#### Records to process ####

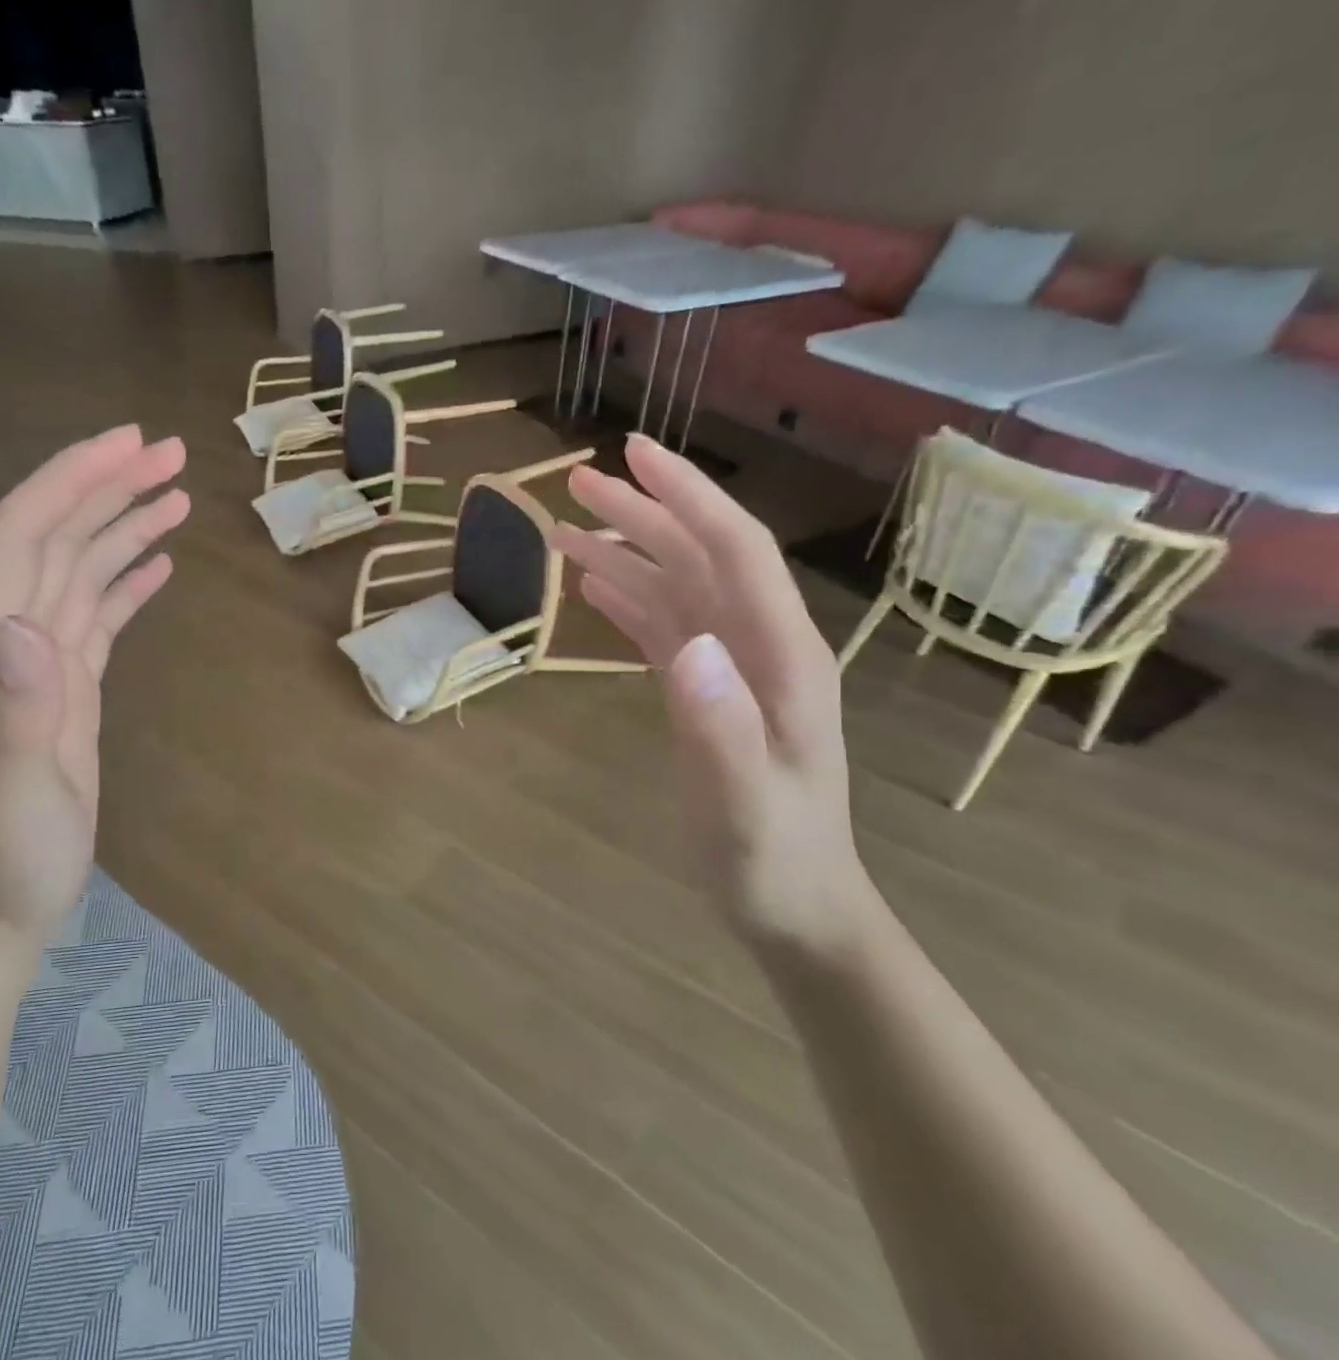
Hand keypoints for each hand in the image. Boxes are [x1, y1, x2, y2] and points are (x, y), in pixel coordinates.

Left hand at [0, 425, 188, 946]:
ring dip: (123, 527)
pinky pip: (96, 614)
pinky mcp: (67, 686)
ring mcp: (38, 662)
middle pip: (54, 536)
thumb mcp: (15, 794)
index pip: (20, 533)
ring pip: (79, 570)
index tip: (130, 444)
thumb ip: (17, 711)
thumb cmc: (7, 855)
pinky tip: (157, 564)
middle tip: (174, 454)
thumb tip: (29, 627)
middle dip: (108, 487)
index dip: (70, 480)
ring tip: (177, 496)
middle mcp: (7, 638)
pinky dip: (125, 581)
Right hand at [551, 433, 870, 952]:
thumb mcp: (746, 804)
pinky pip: (665, 628)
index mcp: (780, 655)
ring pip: (676, 588)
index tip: (632, 454)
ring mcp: (732, 668)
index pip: (735, 550)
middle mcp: (758, 645)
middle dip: (642, 512)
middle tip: (575, 482)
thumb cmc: (773, 859)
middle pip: (699, 556)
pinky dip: (627, 601)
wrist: (795, 905)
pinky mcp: (708, 691)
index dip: (686, 496)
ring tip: (565, 531)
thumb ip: (721, 727)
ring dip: (625, 554)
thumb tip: (688, 644)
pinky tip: (592, 589)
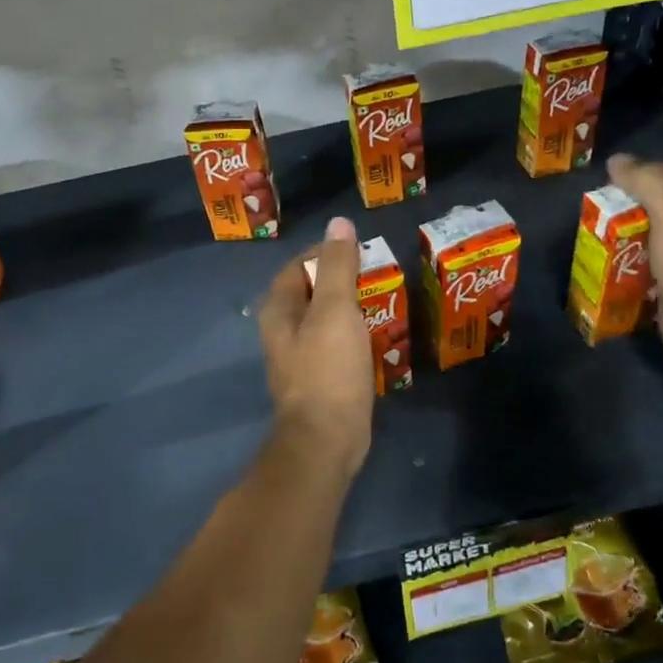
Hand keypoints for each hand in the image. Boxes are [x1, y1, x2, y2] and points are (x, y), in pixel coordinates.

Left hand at [257, 217, 375, 480]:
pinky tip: (378, 336)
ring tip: (383, 301)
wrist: (327, 439)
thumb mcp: (336, 310)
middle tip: (378, 275)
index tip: (361, 251)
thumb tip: (339, 223)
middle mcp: (283, 330)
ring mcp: (300, 357)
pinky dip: (355, 335)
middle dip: (343, 280)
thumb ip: (338, 265)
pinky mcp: (319, 379)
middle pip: (313, 292)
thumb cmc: (328, 369)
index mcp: (279, 309)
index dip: (327, 252)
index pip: (299, 265)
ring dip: (351, 308)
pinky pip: (336, 345)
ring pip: (326, 319)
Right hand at [606, 155, 662, 377]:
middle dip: (626, 210)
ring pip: (647, 239)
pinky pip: (643, 270)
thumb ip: (645, 181)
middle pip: (658, 207)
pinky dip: (624, 269)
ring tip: (593, 240)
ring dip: (621, 241)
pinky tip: (603, 267)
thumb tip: (616, 160)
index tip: (610, 184)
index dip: (643, 173)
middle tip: (596, 214)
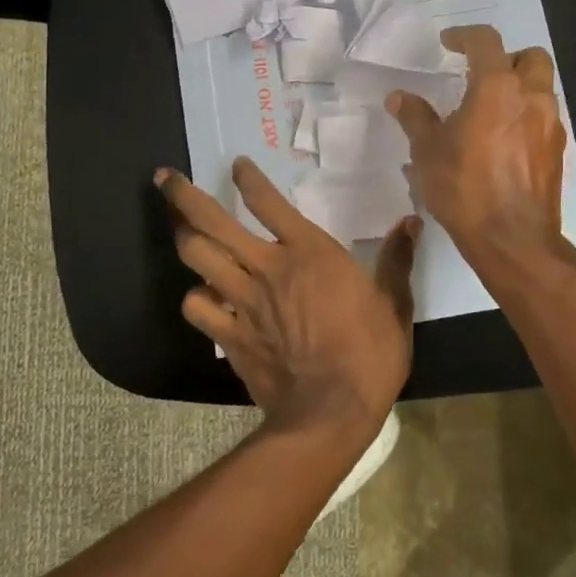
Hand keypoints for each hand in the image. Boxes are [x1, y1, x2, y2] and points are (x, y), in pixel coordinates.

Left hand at [157, 157, 418, 442]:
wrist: (331, 412)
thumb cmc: (370, 353)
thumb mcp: (394, 303)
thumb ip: (397, 259)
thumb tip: (411, 222)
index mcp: (309, 252)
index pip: (268, 201)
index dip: (248, 178)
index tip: (236, 164)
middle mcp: (268, 266)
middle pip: (213, 222)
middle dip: (183, 197)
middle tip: (164, 177)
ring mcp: (243, 301)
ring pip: (198, 257)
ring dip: (182, 236)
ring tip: (175, 224)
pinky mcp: (230, 335)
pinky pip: (198, 307)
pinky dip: (195, 297)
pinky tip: (200, 295)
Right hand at [385, 25, 570, 269]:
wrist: (513, 239)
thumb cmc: (465, 188)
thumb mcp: (428, 151)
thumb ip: (415, 117)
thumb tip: (399, 97)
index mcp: (497, 86)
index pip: (486, 41)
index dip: (464, 36)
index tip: (448, 43)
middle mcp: (531, 96)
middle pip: (530, 57)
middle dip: (506, 58)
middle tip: (480, 75)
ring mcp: (550, 123)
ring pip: (541, 87)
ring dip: (518, 87)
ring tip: (489, 109)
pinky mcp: (557, 150)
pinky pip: (543, 117)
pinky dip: (525, 115)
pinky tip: (502, 140)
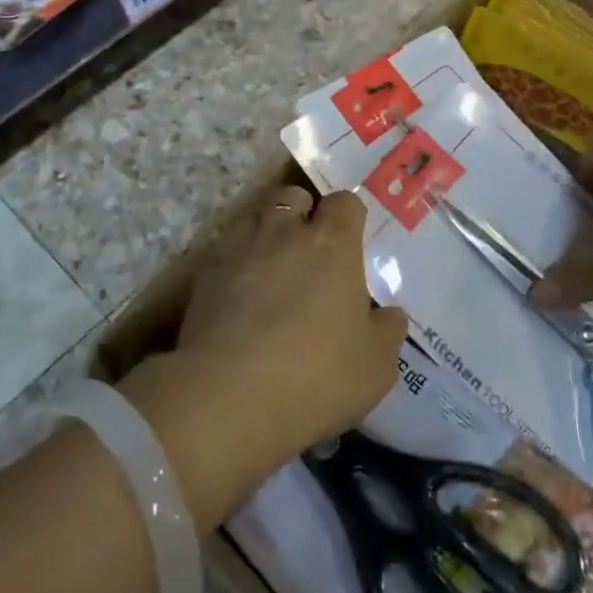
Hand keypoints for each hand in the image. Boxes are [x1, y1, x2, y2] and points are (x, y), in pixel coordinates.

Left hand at [120, 188, 407, 528]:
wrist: (229, 395)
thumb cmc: (317, 374)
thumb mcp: (376, 366)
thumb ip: (387, 331)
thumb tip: (389, 314)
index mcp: (332, 244)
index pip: (345, 202)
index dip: (349, 216)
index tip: (351, 240)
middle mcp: (284, 232)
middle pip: (293, 196)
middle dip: (302, 212)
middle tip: (309, 250)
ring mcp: (238, 248)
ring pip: (254, 219)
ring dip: (265, 235)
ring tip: (271, 270)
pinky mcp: (203, 274)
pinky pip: (224, 253)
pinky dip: (234, 265)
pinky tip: (238, 298)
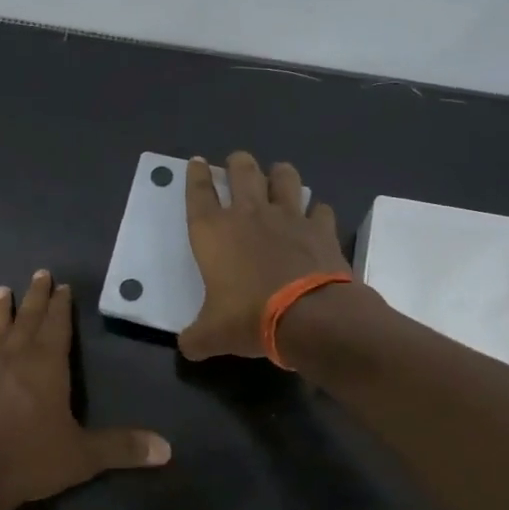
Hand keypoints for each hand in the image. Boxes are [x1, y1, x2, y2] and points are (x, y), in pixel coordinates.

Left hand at [0, 270, 170, 505]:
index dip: (61, 305)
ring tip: (1, 291)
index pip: (57, 326)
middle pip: (27, 320)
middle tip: (39, 274)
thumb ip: (123, 447)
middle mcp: (16, 360)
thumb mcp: (84, 455)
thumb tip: (167, 449)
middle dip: (35, 297)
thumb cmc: (33, 457)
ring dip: (0, 311)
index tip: (62, 285)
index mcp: (47, 366)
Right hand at [179, 152, 349, 359]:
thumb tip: (187, 347)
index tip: (196, 162)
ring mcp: (289, 217)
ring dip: (279, 174)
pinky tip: (315, 218)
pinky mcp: (321, 228)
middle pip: (242, 171)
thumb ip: (195, 338)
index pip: (198, 193)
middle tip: (236, 163)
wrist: (308, 316)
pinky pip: (320, 208)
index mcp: (213, 232)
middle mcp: (248, 214)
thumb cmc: (248, 318)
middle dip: (237, 163)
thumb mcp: (212, 335)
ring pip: (284, 177)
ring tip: (278, 176)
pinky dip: (316, 211)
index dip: (195, 175)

####

Exercise:
Find the line that contains "middle tip: (39, 274)". Restate it and all lines after it exactly, ending with the final line of the data.

Response to this task:
middle tip: (39, 274)
thumb ip: (123, 447)
middle mcp: (16, 360)
thumb mcp: (84, 455)
thumb tip: (167, 449)
middle dip: (35, 297)
thumb cmc: (33, 457)
ring dip: (0, 311)
index tip: (62, 285)
index mcp: (47, 366)
Right hand at [179, 152, 349, 359]:
thumb tip: (187, 347)
index tip: (196, 162)
ring mcp: (289, 217)
ring dip: (279, 174)
pinky tip: (315, 218)
pinky mcp: (321, 228)
middle pip: (242, 171)
thumb ip: (195, 338)
index pip: (198, 193)
middle tip: (236, 163)
wrist: (308, 316)
pinky pip: (320, 208)
index mcp: (213, 232)
middle mcp: (248, 214)
thumb cmc: (248, 318)
middle dip: (237, 163)
thumb mcp: (212, 335)
ring pip: (284, 177)
ring tip: (278, 176)
pinky dip: (316, 211)
index dip: (195, 175)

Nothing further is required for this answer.